I was most struck by the connectedness people felt toward the land and
history that we don't really have in a country like the US which has such a
relatively short history. This is illustrated nicely by the passage:
"I was aware too, quite suddenly, of what it was that attracted me to
Europe and most of all to France; it was the sense of continuity and the
permanence of small but eternal things, ...
The permanence, the continuity of France was not born of weariness and
economic defeat, but was a living thing, anchored to the soil, to the very
earth itself. Any French peasant, any French workingman with his little
plot of ground and his modest home and wages, which by American standards
were small, had more permanence, more solidity, more security, than the
American workingman or white-collar worker who received, according to
French standards, fabulous wages, who rented the home he lived in and was
perpetually in debt for his car, his radio, his washing machine.

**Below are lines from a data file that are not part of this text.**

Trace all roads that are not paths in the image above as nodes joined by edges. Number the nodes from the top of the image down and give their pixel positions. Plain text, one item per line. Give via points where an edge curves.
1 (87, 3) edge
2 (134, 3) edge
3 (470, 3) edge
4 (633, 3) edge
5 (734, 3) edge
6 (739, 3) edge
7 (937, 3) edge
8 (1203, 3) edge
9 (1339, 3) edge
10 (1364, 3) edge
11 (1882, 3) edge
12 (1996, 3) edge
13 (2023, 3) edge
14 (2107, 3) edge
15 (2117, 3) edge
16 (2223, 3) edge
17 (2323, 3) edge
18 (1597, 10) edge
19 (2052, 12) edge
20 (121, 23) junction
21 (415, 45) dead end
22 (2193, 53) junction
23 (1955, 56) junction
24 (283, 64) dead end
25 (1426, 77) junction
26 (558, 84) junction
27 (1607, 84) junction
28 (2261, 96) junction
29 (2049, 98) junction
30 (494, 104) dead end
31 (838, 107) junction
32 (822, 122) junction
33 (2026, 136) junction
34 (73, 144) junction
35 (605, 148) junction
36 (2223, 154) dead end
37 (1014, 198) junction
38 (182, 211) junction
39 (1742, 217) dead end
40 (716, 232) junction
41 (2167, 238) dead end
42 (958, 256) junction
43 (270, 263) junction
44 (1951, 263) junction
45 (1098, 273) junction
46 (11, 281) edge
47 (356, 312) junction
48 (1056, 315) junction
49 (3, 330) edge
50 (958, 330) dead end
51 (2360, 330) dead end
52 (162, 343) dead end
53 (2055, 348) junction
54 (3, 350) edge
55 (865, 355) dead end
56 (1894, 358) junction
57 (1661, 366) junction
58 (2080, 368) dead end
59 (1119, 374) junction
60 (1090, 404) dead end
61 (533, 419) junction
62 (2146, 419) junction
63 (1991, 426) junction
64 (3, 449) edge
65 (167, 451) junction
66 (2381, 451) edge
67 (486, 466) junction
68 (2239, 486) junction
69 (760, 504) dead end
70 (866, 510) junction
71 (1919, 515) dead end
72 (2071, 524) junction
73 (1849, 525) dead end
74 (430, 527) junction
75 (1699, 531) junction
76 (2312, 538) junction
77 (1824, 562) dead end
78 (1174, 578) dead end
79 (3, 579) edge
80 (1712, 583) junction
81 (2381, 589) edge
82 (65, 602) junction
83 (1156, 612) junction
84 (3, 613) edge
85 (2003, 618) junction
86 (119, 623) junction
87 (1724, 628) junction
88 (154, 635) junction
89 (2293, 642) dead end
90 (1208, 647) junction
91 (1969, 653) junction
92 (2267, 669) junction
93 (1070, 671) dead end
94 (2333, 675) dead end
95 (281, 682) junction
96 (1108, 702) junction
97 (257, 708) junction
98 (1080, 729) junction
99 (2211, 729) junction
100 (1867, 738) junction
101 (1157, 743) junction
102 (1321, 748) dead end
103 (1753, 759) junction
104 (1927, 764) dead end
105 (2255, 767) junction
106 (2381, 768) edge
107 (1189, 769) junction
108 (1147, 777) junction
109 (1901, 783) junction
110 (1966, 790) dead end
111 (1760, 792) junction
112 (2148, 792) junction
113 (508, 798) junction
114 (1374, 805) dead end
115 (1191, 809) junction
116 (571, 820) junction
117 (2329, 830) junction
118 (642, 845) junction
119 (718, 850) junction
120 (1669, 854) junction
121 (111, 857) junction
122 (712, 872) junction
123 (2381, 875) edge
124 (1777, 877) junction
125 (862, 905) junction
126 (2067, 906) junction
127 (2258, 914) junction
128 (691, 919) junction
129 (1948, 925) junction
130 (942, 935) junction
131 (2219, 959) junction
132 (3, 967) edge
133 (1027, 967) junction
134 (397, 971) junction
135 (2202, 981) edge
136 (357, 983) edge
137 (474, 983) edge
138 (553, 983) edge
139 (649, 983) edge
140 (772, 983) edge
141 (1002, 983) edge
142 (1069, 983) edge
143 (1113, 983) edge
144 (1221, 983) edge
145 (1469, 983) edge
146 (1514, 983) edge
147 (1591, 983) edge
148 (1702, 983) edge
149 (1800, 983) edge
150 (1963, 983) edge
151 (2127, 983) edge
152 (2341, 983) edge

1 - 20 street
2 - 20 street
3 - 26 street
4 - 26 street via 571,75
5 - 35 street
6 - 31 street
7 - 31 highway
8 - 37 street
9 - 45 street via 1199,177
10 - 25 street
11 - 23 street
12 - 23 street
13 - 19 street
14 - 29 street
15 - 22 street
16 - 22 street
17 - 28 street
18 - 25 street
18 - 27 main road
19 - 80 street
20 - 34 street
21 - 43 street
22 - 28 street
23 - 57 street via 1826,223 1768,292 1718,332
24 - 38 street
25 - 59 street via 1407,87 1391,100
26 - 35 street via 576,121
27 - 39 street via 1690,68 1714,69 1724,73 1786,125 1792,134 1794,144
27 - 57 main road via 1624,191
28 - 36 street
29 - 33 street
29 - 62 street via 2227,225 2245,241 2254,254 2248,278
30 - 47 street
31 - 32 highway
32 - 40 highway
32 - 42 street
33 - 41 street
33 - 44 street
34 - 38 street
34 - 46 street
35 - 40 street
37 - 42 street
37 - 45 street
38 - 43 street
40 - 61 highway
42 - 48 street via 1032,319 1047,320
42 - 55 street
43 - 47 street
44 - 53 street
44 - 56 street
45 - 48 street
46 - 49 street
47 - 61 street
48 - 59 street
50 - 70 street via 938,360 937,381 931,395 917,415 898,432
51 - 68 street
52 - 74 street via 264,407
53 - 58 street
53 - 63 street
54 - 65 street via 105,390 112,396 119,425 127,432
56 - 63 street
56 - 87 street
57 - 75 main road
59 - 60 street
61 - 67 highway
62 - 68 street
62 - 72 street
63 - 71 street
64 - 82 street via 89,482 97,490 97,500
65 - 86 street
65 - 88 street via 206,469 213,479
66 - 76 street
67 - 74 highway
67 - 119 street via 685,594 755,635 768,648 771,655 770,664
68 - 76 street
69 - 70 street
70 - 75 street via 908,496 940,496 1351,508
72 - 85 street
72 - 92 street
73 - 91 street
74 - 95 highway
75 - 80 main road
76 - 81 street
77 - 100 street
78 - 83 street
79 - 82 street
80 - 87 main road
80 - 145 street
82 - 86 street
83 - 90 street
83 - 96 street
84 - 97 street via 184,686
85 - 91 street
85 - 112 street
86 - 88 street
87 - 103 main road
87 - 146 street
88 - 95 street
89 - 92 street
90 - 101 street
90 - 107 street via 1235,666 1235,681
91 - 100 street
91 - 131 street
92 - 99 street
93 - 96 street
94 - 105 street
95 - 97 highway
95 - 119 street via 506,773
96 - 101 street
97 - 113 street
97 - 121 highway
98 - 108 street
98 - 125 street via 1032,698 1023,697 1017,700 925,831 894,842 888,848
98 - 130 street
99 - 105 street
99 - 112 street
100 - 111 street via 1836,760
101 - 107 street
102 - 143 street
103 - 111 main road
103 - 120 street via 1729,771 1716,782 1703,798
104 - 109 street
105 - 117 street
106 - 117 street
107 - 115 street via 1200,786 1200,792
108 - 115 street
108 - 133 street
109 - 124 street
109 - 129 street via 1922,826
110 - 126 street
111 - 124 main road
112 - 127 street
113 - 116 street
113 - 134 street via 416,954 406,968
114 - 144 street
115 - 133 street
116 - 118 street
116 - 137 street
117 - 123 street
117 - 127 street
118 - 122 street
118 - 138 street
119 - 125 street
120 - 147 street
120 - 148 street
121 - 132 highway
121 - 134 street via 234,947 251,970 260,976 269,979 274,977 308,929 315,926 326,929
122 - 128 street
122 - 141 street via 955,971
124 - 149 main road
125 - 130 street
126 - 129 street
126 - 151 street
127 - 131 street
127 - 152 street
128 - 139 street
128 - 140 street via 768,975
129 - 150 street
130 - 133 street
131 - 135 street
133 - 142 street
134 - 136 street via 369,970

Sitting there it occurred to me that the high standard of living in America
was an illusion, based upon credit and the installment plan, which threw a
man and his family into the street and on public relief the monent his
factory closed and he lost his job. ..."
The last paragraph above, which had originally been underlined by some
previous reader or probably the original owner who had gifted his book to
the Morrell Library in 1952, was carefully returned to the non-underlined
state.
I mused that the erasure was most likely done by the librarian who stamped
EXAMINED AND KEPT above the original gifter's name which was written with
a fountain-type pen on the inside of the front cover.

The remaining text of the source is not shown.